▼▼▼

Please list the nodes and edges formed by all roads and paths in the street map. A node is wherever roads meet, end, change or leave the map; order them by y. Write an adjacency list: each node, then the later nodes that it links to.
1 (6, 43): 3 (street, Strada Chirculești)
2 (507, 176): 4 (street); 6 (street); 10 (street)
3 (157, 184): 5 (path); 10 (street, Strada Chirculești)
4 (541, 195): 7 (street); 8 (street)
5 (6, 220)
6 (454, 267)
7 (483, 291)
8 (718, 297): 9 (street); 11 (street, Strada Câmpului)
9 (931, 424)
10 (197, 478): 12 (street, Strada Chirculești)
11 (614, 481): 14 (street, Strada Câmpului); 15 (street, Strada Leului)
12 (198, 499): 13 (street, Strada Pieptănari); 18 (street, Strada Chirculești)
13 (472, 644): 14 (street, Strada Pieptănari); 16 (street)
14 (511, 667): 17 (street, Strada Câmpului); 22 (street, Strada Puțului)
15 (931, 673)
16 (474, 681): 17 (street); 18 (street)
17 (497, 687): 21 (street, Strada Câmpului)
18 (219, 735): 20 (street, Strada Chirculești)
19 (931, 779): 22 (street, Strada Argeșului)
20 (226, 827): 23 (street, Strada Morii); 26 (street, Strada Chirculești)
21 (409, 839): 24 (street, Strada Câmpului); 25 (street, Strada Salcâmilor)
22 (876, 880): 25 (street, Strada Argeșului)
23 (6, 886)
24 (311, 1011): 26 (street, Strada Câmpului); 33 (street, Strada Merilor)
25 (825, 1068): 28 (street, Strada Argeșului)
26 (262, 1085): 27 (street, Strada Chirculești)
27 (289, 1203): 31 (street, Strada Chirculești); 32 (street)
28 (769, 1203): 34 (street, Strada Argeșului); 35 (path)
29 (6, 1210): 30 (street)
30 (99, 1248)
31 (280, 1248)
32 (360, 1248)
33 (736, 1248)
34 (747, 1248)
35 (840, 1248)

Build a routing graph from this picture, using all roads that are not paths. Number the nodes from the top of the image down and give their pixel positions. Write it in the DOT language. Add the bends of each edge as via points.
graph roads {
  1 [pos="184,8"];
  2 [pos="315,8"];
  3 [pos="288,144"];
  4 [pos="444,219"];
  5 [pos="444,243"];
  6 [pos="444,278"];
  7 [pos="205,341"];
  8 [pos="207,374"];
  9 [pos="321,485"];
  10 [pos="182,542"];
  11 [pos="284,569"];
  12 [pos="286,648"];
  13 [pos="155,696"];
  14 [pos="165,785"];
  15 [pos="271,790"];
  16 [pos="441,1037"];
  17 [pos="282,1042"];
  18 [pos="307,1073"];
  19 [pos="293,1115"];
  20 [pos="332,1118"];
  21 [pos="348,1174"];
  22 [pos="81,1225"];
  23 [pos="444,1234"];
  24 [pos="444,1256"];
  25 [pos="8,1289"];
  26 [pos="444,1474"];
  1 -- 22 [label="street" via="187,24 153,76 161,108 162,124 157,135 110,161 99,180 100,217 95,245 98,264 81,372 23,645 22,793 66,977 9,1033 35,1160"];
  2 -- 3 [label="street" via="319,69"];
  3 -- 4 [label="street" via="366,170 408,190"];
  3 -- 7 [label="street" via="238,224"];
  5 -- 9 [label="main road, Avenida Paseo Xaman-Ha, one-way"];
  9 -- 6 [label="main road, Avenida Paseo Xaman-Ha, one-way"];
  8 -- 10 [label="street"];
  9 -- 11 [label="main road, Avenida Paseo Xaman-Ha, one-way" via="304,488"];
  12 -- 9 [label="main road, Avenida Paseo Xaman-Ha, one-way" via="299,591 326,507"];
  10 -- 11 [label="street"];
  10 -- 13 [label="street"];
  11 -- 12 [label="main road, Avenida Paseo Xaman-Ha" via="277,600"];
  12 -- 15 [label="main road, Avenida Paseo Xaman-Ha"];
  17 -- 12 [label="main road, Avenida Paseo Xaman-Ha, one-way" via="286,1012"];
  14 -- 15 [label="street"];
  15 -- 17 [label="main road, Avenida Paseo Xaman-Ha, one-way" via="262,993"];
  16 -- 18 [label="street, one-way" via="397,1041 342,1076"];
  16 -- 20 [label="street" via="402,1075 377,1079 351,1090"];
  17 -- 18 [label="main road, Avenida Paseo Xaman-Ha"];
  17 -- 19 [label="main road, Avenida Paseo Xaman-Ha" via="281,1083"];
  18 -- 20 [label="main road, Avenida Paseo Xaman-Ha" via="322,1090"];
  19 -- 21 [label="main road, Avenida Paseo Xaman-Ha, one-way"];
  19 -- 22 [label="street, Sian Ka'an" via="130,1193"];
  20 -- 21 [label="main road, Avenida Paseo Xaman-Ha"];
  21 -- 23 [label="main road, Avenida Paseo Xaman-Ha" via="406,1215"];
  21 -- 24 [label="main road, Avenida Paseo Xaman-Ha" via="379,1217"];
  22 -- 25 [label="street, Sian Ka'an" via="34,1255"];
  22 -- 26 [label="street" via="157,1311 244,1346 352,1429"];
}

▲▲▲

Among the records, find all lines that include the string "Sian" and return them.

## Reply to the task:
  19 -- 22 [label="street, Sian Ka'an" via="130,1193"];
  22 -- 25 [label="street, Sian Ka'an" via="34,1255"];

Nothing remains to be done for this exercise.